_WHAT NEEDS TO BE DONE_: The lines you return should be those containing the string "joint", taken from the data below.

_EXERCISE DATA_:
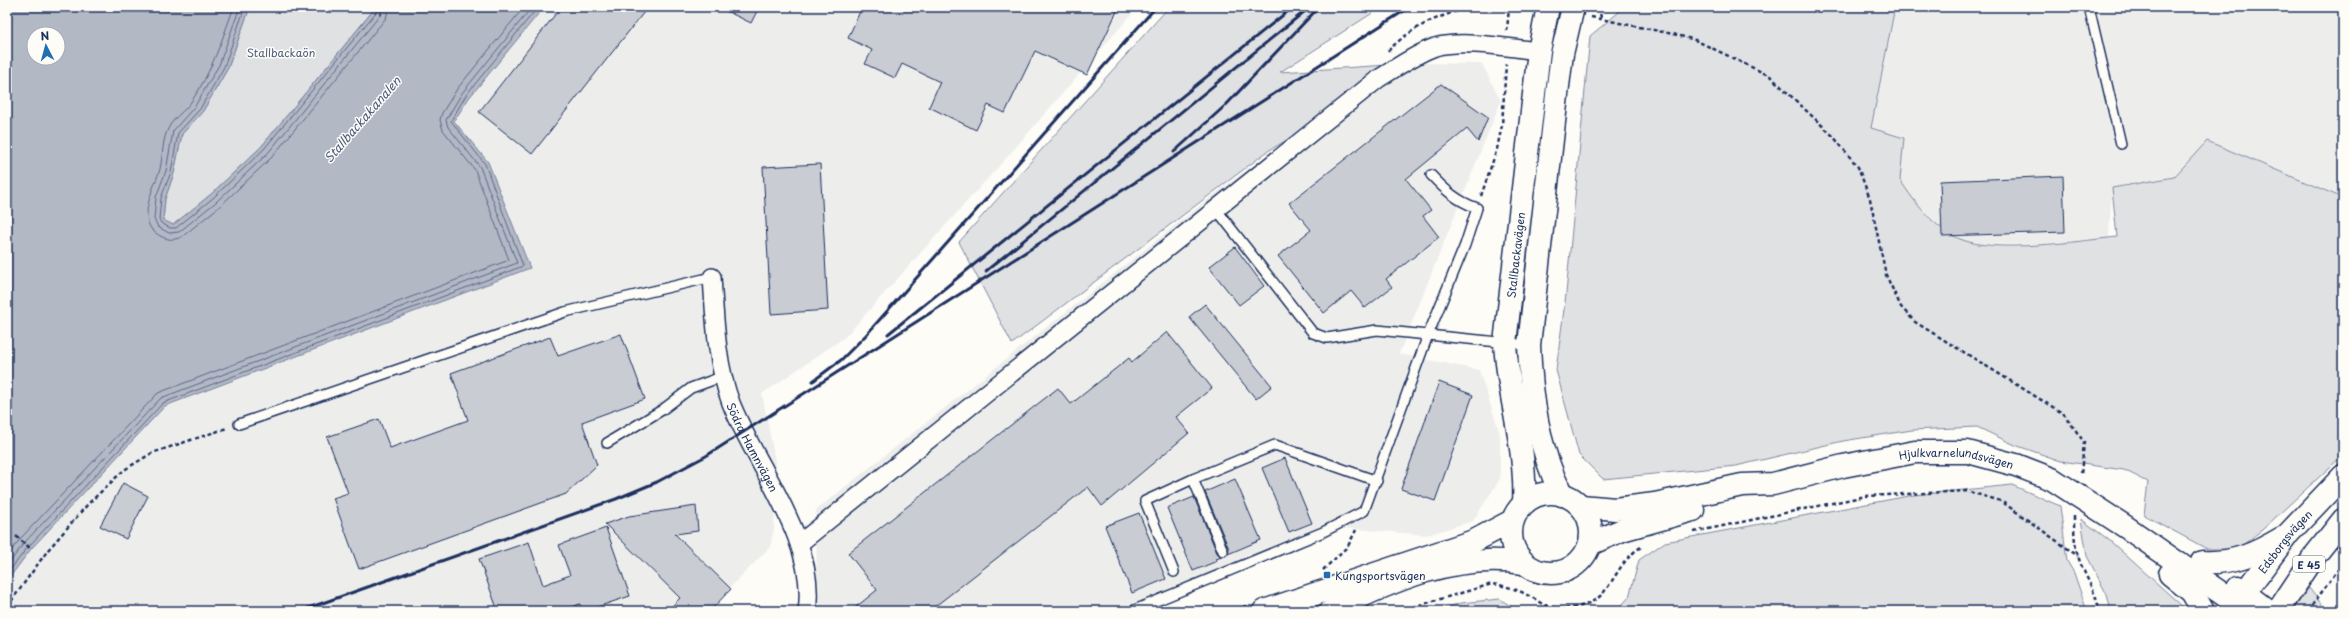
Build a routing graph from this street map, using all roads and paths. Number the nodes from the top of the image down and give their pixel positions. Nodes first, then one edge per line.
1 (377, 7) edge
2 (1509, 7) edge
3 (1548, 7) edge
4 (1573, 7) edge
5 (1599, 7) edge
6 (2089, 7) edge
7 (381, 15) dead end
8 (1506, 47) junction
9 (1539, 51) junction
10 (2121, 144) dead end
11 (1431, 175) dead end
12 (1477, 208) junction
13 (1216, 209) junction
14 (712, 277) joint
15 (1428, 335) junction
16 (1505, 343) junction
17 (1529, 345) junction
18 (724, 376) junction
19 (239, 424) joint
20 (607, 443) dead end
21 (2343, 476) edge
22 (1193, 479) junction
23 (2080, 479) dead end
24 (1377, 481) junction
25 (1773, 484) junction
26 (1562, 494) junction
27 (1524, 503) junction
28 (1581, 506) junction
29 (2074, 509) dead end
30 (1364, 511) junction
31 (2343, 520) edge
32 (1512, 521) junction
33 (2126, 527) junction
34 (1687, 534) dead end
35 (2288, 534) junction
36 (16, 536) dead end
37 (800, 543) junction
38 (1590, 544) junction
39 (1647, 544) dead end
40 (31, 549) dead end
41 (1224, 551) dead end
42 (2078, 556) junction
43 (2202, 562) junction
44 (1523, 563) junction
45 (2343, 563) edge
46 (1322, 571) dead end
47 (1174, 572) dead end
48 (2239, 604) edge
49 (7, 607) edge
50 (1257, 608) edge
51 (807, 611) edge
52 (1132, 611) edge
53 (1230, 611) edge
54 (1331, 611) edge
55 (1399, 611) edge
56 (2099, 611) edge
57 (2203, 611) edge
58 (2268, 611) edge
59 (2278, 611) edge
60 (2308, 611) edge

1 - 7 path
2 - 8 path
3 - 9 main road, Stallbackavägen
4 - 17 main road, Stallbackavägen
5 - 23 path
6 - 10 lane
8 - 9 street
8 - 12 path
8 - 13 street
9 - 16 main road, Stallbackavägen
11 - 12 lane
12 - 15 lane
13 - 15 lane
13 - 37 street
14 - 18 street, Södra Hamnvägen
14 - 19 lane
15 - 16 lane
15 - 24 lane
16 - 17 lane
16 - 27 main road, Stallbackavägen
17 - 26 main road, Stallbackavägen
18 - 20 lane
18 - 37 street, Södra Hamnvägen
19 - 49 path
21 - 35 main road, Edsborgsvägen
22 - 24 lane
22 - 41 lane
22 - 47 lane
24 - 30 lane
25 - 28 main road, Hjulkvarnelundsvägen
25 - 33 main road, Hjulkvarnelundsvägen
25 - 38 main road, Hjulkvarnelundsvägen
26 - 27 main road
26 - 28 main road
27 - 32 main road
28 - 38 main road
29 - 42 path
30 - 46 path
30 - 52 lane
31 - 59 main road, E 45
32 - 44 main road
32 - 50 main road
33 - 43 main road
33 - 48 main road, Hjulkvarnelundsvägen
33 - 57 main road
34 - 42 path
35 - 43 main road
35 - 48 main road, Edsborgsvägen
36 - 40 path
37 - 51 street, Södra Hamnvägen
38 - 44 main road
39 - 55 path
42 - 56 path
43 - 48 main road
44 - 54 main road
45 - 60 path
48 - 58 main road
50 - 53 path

---

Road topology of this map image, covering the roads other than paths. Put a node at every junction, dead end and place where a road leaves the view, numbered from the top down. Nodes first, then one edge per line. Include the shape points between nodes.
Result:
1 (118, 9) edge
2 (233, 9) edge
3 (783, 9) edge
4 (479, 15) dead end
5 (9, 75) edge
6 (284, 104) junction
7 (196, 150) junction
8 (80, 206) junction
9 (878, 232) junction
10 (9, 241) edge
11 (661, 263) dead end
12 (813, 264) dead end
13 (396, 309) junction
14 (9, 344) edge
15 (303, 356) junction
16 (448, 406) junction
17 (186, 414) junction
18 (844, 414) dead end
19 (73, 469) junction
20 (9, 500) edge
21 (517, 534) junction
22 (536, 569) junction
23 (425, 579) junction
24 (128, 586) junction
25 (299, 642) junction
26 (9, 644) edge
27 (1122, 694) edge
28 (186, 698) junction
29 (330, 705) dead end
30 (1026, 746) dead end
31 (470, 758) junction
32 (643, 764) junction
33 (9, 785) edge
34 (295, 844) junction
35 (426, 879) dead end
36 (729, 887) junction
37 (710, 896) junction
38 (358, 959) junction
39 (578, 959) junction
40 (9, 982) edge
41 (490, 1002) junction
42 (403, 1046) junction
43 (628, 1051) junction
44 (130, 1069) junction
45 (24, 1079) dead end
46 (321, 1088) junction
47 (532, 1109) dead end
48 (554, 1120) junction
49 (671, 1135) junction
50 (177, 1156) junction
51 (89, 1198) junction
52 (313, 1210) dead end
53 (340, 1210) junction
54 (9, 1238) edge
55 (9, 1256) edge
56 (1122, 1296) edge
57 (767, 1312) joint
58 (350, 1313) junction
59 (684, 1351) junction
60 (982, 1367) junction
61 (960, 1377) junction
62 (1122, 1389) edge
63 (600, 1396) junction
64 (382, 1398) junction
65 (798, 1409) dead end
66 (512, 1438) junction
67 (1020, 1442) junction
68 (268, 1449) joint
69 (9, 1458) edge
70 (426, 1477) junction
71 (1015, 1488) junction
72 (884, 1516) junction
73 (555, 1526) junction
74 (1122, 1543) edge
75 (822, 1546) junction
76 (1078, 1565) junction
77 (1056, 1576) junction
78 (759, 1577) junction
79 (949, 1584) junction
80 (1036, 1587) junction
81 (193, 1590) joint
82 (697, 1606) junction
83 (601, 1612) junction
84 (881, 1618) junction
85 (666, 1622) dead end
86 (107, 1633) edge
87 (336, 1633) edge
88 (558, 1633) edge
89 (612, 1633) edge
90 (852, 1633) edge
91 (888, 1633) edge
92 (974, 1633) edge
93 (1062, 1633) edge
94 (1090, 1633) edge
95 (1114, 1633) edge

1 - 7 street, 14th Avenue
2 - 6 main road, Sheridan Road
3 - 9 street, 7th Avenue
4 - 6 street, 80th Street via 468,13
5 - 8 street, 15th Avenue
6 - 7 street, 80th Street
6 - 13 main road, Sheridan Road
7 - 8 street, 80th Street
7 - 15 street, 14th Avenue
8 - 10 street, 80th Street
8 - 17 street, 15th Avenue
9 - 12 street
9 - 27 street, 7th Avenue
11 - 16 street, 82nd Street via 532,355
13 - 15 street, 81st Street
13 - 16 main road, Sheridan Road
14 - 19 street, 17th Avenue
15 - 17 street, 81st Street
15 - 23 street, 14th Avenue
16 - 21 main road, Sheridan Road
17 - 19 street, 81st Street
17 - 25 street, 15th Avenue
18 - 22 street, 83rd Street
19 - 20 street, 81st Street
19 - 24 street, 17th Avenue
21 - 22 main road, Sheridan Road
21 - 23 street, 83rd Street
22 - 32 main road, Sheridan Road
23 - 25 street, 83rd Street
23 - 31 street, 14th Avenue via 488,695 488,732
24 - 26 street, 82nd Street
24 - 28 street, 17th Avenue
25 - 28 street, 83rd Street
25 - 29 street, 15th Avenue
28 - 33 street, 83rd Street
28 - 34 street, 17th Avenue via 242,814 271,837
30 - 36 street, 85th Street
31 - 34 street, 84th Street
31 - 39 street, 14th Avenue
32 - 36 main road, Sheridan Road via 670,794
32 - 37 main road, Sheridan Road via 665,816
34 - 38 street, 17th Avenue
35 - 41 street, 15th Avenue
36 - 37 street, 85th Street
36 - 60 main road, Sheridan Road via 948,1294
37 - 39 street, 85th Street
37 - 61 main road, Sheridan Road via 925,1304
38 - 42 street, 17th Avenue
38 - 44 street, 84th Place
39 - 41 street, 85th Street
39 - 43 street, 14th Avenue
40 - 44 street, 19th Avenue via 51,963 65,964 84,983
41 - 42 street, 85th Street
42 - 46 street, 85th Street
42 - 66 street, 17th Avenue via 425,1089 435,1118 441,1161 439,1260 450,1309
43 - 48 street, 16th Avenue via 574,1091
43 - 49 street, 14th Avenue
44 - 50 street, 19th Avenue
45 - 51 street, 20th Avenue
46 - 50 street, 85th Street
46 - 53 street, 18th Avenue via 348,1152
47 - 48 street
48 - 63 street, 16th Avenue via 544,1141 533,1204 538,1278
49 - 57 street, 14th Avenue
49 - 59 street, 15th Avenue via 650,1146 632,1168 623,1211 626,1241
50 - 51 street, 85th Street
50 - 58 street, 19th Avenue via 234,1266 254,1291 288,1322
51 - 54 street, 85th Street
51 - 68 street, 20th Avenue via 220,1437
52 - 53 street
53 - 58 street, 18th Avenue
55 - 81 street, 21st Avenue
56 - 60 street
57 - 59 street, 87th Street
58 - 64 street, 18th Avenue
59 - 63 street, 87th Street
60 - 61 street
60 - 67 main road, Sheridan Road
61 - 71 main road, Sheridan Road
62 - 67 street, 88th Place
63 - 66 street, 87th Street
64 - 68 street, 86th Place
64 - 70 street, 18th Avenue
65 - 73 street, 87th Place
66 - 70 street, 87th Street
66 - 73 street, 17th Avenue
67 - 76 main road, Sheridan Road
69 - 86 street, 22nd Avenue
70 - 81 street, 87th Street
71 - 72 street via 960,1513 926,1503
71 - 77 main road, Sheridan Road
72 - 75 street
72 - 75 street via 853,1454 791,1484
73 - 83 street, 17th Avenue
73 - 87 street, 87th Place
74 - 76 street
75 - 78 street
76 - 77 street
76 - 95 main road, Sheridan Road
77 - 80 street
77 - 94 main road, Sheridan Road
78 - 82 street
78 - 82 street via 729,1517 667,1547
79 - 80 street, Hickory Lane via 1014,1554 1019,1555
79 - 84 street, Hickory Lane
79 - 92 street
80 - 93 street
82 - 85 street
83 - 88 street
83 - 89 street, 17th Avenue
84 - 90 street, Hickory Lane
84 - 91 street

_REPLY TO THE TASK_:
14 (712, 277) joint
19 (239, 424) joint
57 (767, 1312) joint
68 (268, 1449) joint
81 (193, 1590) joint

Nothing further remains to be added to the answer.